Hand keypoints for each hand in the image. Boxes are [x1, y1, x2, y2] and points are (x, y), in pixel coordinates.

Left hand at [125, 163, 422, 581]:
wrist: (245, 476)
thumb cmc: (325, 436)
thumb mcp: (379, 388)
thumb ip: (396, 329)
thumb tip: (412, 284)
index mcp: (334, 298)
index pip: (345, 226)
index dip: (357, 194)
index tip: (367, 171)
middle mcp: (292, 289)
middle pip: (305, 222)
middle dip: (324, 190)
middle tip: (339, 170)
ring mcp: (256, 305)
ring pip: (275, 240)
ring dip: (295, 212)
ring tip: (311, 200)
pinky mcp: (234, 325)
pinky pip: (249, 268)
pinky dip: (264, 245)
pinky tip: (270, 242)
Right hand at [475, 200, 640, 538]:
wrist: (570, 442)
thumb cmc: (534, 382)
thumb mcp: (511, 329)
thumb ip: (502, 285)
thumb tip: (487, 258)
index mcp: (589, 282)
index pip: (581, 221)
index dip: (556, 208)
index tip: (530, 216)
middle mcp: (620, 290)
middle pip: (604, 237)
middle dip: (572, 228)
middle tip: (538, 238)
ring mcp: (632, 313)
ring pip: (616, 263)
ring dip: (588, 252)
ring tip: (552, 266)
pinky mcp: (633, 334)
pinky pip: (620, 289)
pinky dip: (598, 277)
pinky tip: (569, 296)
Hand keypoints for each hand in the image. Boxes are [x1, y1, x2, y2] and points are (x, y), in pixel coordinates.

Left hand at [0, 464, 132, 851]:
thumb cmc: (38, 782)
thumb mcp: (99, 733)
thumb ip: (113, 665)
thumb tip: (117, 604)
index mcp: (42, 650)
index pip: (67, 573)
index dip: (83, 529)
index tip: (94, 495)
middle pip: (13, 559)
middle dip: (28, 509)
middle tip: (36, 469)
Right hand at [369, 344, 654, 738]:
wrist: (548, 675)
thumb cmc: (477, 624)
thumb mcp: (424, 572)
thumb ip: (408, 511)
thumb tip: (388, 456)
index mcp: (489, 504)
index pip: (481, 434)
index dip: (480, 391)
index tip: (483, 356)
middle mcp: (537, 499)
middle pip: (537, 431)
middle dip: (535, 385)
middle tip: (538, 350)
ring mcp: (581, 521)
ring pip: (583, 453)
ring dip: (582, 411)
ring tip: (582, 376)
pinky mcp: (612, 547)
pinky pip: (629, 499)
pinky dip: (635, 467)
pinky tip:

-=-=-=-=-

What you will do - Each line above must be reproduced exactly as it stands.

Solution to the exercise -
Hand keypoints for each hand in the image. Boxes are [x1, y1, x2, y2] and points are (x, y), in pixel coordinates.

Left hand at [125, 163, 422, 581]:
wrist: (245, 476)
thumb cmc: (325, 436)
thumb mcp: (379, 388)
thumb ip: (396, 329)
thumb tip: (412, 284)
index mcp: (334, 298)
index pip: (345, 226)
index dip: (357, 194)
index tip: (367, 171)
middle mcp: (292, 289)
middle pip: (305, 222)
middle dip: (324, 190)
middle tip: (339, 170)
ring mcp: (256, 305)
ring pip: (275, 240)
ring dip: (295, 212)
ring tip: (311, 200)
pinky mcp: (234, 325)
pinky pip: (249, 268)
pinky dip: (264, 245)
pinky tip: (270, 242)
Right hand at [475, 200, 640, 538]:
wrist: (570, 442)
thumb cmc: (534, 382)
thumb mcp: (511, 329)
thumb ip: (502, 285)
thumb tip: (487, 258)
index mcp: (589, 282)
index pip: (581, 221)
index dip: (556, 208)
index tip: (530, 216)
middle mcp: (620, 290)
middle pip: (604, 237)
middle dip: (572, 228)
middle tip: (538, 238)
ring mcp: (632, 313)
ring pip: (616, 263)
ring dip: (588, 252)
ring tip: (552, 266)
pinky mcp: (633, 334)
pinky pip: (620, 289)
pinky dip: (598, 277)
pinky tip: (569, 296)
Hand keypoints for each hand in the image. Boxes are [x1, y1, x2, y2] and points are (x, y), in pixel coordinates.

Left hand at [0, 464, 132, 851]:
thumb cmc: (38, 782)
thumb mcp: (99, 733)
thumb ip: (113, 665)
thumb tip: (117, 604)
index mcp: (42, 650)
index pip: (67, 573)
index dip: (83, 529)
index tip: (94, 495)
middle pip: (13, 559)
middle dip: (28, 509)
middle tip: (36, 469)
Right hand at [369, 344, 654, 738]:
wrist: (548, 675)
thumb cmc: (477, 624)
thumb mcp: (424, 572)
thumb ip: (408, 511)
thumb tip: (388, 456)
index mcp: (489, 504)
index pip: (481, 434)
index dip: (480, 391)
index tip: (483, 356)
middle mcp: (537, 499)
middle pip: (537, 431)
middle dip: (535, 385)
middle tip: (538, 350)
ring mcp: (581, 521)
ring pip: (583, 453)
ring dip: (582, 411)
ring tip: (582, 376)
pinky mcp: (612, 547)
pinky pip: (629, 499)
pinky dip: (635, 467)
pinky tip:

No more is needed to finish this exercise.